For those of us who have followed the McNair case, we know only too well the NCAA bureaucracy simply does not have the words "accountability" and "transparency" anywhere in its lexicon of the way it does business.


And now for this week's "lack of institutional control" portion of the news. Not sure if you saw it because it didn't make all that many headlines but the the Southern Association of Colleges and Schools, the commission that accredits the University of North Carolina, according to this story in the News and Observer, has "placed UNC on 12 months probation after seven violations including academic integrity and a failure to monitor sports, the board announced Thursday."

And yet it's obvious from nearly every utterance of NCAA Pres. Mark Emmert about the UNC case, they'd really rather not deal with this one. Academic integrity isn't really the NCAA's thing, he says. Who are they to second-guess the academic decisions that each campus makes? You want fake no-show classes for thousands of athletes over nearly two decades, maybe that's just a Tar Heel thing.
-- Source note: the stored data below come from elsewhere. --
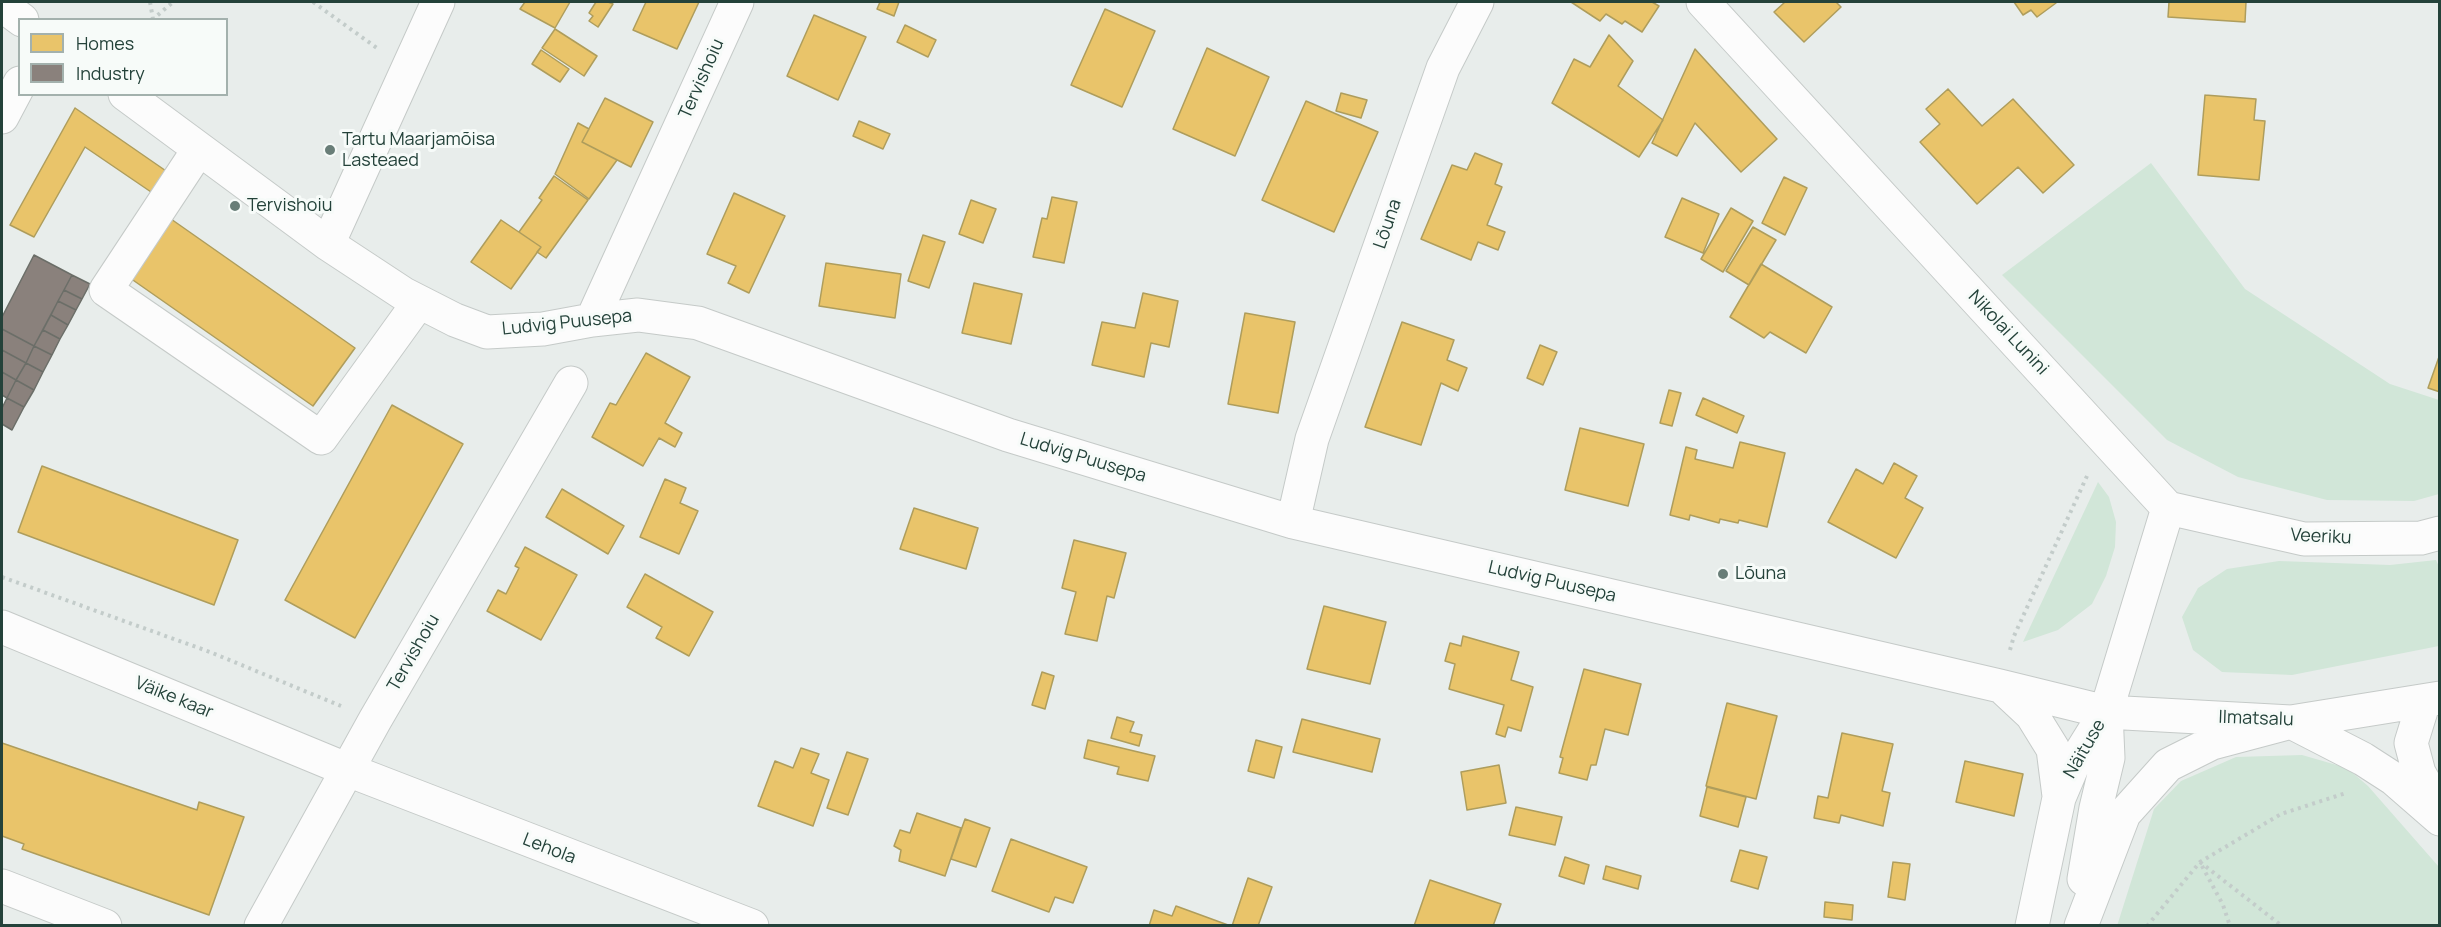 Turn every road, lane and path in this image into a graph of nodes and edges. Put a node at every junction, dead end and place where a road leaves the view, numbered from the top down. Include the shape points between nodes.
1 (150, 2) edge
2 (173, 2) edge
3 (313, 2) edge
4 (438, 2) edge
5 (737, 2) edge
6 (1477, 2) edge
7 (1703, 2) edge
8 (2, 5) edge
9 (19, 18) edge
10 (152, 18) edge
11 (153, 18) edge
12 (406, 69) junction
13 (18, 87) edge
14 (128, 96) edge
15 (2, 117) edge
16 (199, 149) junction
17 (328, 244) junction
18 (419, 302) junction
19 (592, 320) junction
20 (571, 383) dead end
21 (2089, 471) dead end
22 (2168, 508) junction
23 (1293, 522) junction
24 (2439, 533) edge
25 (2, 577) edge
26 (2, 627) edge
27 (2014, 636) dead end
28 (2000, 686) junction
29 (2434, 706) edge
30 (2106, 712) junction
31 (375, 720) junction
32 (2291, 723) junction
33 (348, 770) junction
34 (2357, 790) dead end
35 (2059, 798) junction
36 (2439, 810) edge
37 (2439, 819) edge
38 (2200, 862) junction
39 (2, 886) edge
40 (105, 926) edge
41 (261, 926) edge
42 (752, 926) edge
43 (2032, 926) edge
44 (2076, 926) edge
45 (2081, 926) edge
46 (2148, 926) edge
47 (2230, 926) edge
48 (2282, 926) edge

1 - 10 path
2 - 11 path
3 - 12 path
4 - 12 street
5 - 19 street, Tervishoiu
6 - 23 street, Lõuna via 1439,79 1312,439
7 - 22 street, Nikolai Lunini
8 - 9 street
12 - 17 street
13 - 15 street
14 - 16 street, Ludvig Puusepa
16 - 17 street, Ludvig Puusepa
16 - 18 street via 106,290 321,438
17 - 18 street, Ludvig Puusepa
18 - 19 street, Ludvig Puusepa via 487,332 543,329
19 - 23 street, Ludvig Puusepa via 638,315 698,323 1008,435
20 - 31 street, Tervishoiu
21 - 27 path
22 - 24 street, Veeriku via 2304,539 2421,538
22 - 30 street
23 - 28 street, Ludvig Puusepa
25 - 31 path via 210,652
26 - 33 street, Väike kaar
28 - 30 street, Ludvig Puusepa
28 - 35 street via 2032,715 2053,749
29 - 32 street, Ilmatsalu
29 - 36 street via 2411,742 2419,772
30 - 32 street, Ilmatsalu
30 - 35 street, Näituse via 2073,765
30 - 44 street, Näituse via 2108,758
31 - 33 street, Tervishoiu
32 - 37 street via 2394,779
32 - 45 street via 2212,742 2168,765 2124,814
33 - 41 street, Tervishoiu
33 - 42 street, Lehola
34 - 38 path via 2281,813
35 - 43 street, Näituse
38 - 46 path
38 - 47 path
38 - 48 path
39 - 40 street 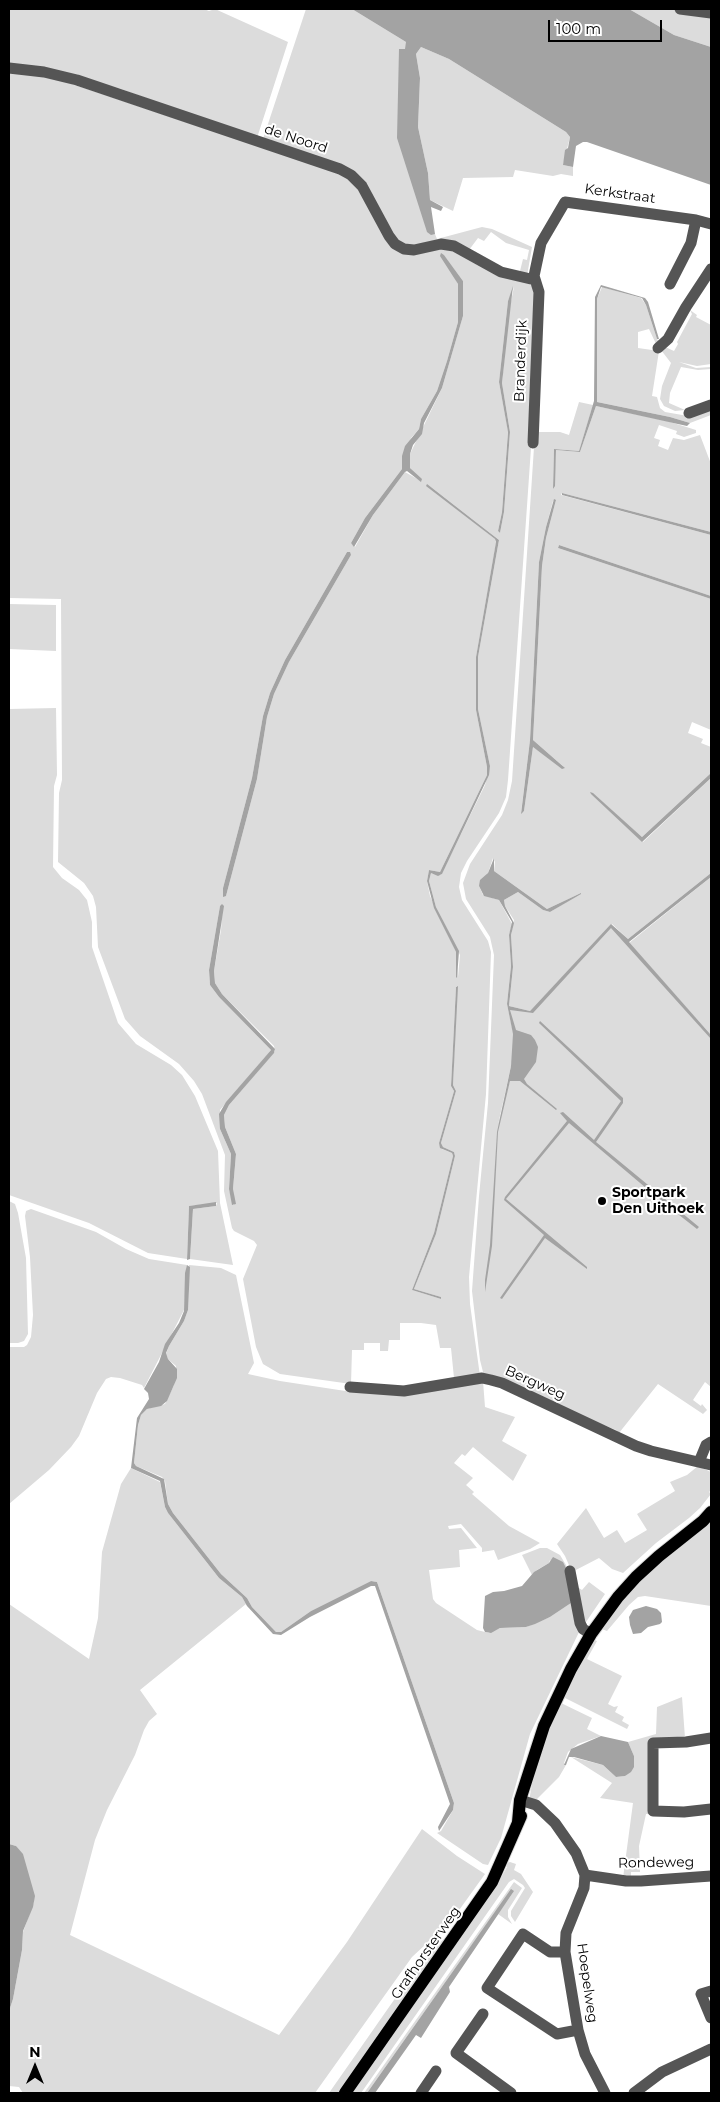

Which is why the Southern Association's call here is a big deal. Because if UNC doesn't get its academic house in order after five years of denial, it could lose its accreditation for good, meaning it would lose all federal funds, see its enrollment drop off precipitously and essentially have to close its doors.

The News and Observer quotes the Southern Association's Pres. Belle Wheelan that "it's the most serious sanction we have." You know, like the one the NCAA gave to USC.

It's an almost unheard-of sanction for a major research university to receive, especially one that considers itself a Top 25 academic destination in American higher education. But there it is.

And that's the case despite the departure of 10 staff and faculty and introduction of 70 reform measures. Said Southern Association Board Chairman Andrew Westmoreland: “The board affirms the recent efforts of the institution to address problems that had been in existence for quite some time, while urging, in some of the strongest terms we have, that the damage must be repaired and repaired quickly."

The "failure to meet the institutional integrity standard is the most serious violation," according to Wheelan, who said it's the result of UNC "not providing full information on the bogus classes the first time the commission visited." As if it were the NCAA and would just go away. Only they didn't. And now it's on UNC -- and maybe even the NCAA -- to get this right.

Calling for UNC to be “forthcoming and honest and forthright in all of their dealings with us,” Wheelan said, “the first time we went in, there was information to which we had no access. So it’s like, why not?”

We think we know why: football, basketball, baseball, you know, the really important things that occur in Carolina Blue.

They have 12 months. Wonder how long the NCAA will take?